### Task item
Look through the material below for "roads". Copy every line that contains it.

◇ ◇ ◇ ◇

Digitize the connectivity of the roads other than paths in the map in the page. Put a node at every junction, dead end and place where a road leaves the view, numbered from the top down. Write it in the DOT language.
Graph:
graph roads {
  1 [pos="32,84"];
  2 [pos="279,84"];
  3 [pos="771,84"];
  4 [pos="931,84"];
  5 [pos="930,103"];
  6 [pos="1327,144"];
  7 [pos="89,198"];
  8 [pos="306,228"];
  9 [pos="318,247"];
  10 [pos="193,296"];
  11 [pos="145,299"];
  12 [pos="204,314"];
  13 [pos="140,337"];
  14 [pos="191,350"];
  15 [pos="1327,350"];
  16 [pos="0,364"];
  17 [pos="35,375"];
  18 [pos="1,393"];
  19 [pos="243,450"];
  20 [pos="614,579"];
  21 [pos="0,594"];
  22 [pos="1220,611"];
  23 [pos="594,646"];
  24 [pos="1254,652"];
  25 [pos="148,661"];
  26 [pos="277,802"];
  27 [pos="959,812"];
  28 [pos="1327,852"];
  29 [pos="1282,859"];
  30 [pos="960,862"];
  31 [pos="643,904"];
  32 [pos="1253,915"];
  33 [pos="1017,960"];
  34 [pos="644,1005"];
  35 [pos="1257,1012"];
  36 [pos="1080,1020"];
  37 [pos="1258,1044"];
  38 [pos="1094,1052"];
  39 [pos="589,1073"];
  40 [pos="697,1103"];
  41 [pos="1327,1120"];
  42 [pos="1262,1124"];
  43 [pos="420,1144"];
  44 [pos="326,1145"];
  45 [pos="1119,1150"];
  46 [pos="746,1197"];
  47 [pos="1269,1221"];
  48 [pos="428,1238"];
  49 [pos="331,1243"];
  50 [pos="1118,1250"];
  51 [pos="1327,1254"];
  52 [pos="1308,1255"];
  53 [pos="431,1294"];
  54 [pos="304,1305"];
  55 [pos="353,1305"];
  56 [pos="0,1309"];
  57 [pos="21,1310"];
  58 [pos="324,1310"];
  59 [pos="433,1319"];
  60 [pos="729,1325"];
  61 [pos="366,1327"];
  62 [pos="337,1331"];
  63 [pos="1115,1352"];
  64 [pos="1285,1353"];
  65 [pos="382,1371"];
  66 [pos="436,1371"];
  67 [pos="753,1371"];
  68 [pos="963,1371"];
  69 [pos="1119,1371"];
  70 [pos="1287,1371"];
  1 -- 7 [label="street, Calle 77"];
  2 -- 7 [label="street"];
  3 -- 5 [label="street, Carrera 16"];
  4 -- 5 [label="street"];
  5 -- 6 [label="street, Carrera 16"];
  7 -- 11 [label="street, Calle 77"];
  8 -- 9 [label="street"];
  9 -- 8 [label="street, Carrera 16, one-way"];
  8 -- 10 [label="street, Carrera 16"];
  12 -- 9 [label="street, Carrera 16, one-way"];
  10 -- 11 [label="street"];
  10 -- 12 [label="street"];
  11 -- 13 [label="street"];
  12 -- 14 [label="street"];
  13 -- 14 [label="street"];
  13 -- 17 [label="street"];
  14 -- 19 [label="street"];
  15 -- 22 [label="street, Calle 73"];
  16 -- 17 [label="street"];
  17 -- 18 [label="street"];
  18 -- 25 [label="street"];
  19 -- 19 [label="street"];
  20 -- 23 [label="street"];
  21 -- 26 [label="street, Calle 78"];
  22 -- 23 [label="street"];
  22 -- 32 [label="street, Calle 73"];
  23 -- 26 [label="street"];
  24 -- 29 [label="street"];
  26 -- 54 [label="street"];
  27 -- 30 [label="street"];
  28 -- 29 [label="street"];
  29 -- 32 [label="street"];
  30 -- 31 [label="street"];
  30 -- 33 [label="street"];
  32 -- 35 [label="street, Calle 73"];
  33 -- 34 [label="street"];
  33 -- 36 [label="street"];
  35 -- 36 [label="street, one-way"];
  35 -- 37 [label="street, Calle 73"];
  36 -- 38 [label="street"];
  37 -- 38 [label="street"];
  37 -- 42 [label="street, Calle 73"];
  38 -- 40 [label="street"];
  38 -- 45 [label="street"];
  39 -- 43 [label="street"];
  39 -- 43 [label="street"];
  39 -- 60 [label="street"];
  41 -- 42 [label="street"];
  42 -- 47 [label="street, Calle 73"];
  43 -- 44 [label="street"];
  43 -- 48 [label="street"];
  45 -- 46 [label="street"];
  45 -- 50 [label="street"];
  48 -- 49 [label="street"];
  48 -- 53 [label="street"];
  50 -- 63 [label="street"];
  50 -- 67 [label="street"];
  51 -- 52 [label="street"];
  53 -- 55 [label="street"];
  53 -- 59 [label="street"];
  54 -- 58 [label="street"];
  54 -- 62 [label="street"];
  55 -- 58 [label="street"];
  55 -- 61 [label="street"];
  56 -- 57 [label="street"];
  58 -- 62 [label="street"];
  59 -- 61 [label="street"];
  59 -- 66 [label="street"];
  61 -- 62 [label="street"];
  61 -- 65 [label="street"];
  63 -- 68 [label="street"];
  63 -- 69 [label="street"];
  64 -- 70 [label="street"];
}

◇ ◇ ◇ ◇

### Answer to the exercise
Digitize the connectivity of the roads other than paths in the map in the page. Put a node at every junction, dead end and place where a road leaves the view, numbered from the top down. Write it in the DOT language.
graph roads {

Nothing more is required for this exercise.